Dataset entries
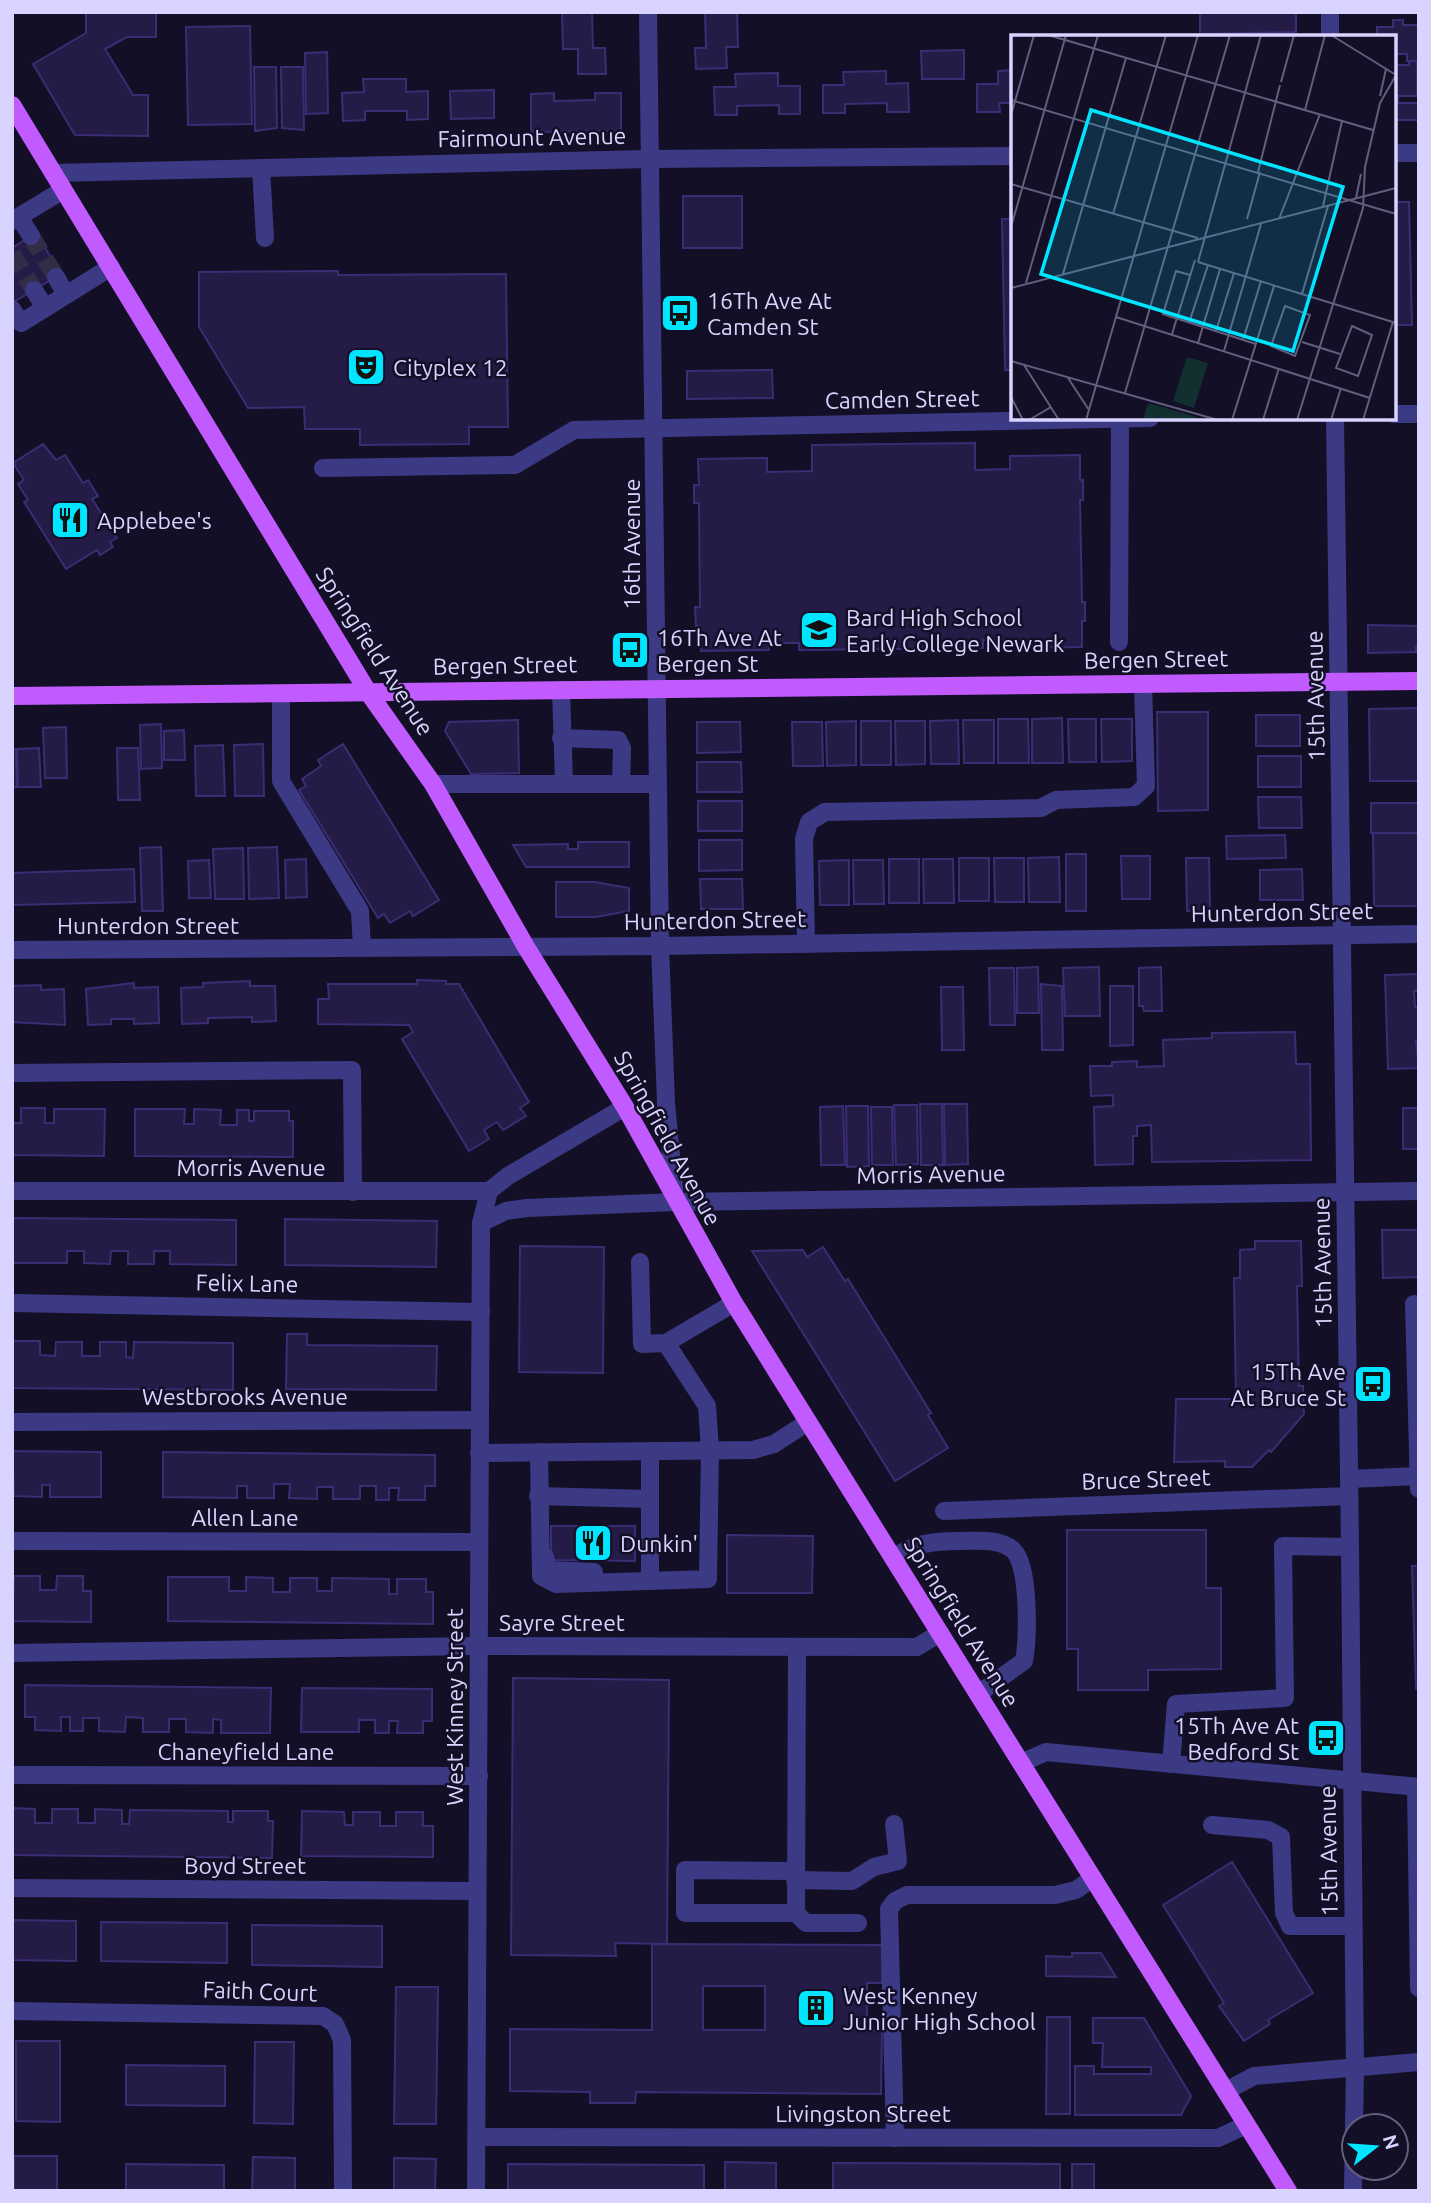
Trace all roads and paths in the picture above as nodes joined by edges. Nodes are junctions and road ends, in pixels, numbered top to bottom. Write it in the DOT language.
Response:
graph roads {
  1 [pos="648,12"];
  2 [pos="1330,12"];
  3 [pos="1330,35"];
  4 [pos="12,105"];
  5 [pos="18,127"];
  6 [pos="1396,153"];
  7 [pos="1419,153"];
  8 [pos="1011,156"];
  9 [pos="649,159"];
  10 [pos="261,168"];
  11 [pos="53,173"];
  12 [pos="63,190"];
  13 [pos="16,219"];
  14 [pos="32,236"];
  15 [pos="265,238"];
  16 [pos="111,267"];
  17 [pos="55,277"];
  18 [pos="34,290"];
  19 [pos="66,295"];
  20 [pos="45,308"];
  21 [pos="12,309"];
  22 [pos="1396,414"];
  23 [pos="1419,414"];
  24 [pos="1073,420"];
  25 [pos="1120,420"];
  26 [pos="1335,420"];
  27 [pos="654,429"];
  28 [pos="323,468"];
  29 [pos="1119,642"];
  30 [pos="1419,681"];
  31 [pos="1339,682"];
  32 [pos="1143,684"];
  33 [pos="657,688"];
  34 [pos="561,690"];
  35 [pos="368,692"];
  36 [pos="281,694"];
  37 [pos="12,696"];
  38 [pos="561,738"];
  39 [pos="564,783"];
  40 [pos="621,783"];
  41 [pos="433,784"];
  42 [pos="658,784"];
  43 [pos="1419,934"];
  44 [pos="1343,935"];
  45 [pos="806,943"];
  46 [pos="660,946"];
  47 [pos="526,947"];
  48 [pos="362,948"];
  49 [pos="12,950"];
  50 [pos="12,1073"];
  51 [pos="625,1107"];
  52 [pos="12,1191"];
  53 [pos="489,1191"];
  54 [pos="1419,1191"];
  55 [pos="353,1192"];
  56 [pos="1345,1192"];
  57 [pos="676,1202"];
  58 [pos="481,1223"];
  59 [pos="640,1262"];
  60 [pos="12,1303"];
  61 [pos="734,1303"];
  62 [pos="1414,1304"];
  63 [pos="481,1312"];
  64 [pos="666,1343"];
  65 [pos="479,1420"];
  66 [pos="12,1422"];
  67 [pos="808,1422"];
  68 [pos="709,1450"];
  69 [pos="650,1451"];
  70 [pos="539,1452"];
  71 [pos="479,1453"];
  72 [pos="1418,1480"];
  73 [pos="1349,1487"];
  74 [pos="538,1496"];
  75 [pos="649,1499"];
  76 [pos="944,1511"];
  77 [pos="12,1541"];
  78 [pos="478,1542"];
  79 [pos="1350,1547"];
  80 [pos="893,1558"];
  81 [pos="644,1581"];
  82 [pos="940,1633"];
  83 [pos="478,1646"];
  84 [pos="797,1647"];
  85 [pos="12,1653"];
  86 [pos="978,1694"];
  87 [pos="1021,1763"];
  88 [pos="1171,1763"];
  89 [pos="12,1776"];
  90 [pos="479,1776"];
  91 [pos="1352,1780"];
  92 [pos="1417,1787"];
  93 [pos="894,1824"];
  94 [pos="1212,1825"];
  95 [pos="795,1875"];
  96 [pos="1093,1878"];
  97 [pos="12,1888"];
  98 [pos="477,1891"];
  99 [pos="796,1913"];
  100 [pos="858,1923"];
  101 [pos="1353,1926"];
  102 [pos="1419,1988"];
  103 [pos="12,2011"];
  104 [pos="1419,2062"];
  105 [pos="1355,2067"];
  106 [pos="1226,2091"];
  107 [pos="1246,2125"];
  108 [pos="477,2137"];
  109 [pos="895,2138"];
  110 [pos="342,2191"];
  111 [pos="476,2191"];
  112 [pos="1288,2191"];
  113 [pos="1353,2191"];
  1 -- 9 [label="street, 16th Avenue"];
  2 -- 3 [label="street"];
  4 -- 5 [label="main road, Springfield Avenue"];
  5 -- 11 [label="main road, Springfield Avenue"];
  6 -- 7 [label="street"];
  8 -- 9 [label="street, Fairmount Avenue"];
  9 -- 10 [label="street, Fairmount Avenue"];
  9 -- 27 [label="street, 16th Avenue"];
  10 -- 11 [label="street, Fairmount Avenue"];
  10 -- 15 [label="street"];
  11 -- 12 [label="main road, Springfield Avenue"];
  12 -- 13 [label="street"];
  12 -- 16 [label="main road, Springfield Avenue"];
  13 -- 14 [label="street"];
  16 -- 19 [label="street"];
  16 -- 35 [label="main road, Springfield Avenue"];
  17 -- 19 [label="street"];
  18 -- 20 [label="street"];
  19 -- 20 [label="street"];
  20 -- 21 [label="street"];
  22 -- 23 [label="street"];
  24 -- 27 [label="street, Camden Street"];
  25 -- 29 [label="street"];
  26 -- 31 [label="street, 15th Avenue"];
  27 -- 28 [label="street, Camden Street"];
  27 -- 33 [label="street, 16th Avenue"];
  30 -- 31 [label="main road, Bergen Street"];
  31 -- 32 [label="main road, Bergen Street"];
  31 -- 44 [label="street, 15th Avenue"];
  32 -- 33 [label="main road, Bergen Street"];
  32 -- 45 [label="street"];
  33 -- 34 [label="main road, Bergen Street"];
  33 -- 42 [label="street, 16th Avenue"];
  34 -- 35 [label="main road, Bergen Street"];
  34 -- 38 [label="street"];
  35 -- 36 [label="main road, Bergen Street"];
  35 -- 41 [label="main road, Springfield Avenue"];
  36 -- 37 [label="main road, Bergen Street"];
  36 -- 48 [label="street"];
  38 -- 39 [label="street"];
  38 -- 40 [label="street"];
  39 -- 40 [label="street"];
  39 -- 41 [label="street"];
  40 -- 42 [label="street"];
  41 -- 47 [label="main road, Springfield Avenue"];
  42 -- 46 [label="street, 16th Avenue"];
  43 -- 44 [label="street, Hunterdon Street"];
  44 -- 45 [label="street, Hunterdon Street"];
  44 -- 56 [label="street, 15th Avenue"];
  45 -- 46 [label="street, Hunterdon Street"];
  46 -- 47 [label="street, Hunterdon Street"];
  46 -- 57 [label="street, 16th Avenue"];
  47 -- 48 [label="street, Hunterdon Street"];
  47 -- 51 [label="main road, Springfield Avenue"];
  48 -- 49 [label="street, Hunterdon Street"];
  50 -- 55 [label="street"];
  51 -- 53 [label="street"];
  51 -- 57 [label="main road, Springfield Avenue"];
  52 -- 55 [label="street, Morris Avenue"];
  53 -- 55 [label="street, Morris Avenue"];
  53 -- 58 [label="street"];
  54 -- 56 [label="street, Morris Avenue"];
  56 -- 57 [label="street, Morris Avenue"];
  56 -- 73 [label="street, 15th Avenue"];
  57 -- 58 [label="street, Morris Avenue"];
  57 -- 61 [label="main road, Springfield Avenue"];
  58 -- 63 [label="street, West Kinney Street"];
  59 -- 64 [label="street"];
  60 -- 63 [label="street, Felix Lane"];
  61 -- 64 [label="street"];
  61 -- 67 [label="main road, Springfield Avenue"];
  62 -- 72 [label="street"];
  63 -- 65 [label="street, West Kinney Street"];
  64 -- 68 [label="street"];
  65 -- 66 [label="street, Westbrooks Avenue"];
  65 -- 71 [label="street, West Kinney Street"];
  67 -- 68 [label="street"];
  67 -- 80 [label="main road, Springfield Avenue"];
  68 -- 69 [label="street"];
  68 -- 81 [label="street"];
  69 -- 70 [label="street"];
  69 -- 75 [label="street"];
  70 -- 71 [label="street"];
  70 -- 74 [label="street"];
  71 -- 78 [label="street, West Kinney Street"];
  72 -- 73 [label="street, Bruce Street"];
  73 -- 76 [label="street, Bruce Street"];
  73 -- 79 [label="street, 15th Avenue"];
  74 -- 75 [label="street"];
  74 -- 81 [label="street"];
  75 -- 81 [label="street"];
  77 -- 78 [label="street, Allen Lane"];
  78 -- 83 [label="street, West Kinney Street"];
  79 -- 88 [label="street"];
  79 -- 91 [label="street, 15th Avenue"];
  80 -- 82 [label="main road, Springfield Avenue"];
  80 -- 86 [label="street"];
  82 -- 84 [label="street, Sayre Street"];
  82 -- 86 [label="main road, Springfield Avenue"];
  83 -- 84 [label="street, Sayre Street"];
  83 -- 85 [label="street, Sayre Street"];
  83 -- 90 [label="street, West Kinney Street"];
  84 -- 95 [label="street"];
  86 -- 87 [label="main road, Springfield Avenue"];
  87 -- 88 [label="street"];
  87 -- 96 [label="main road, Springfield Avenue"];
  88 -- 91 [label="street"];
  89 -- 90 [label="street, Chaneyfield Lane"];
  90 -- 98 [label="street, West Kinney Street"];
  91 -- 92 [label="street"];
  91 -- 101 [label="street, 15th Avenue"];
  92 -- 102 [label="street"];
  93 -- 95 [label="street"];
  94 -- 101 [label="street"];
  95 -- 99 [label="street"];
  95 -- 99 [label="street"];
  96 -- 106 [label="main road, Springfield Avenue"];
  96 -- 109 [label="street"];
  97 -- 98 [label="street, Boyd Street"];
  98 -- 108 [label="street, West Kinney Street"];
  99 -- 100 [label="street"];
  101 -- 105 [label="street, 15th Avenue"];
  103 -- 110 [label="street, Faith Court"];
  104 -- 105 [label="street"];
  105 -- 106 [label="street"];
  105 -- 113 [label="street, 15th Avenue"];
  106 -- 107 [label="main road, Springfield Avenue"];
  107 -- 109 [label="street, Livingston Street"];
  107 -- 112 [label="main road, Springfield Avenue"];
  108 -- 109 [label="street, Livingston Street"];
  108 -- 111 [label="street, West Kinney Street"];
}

*What is required:*
In the records above, locate every line with the string "Livingston" and copy it.

*Solution below:*
  107 -- 109 [label="street, Livingston Street"];
  108 -- 109 [label="street, Livingston Street"];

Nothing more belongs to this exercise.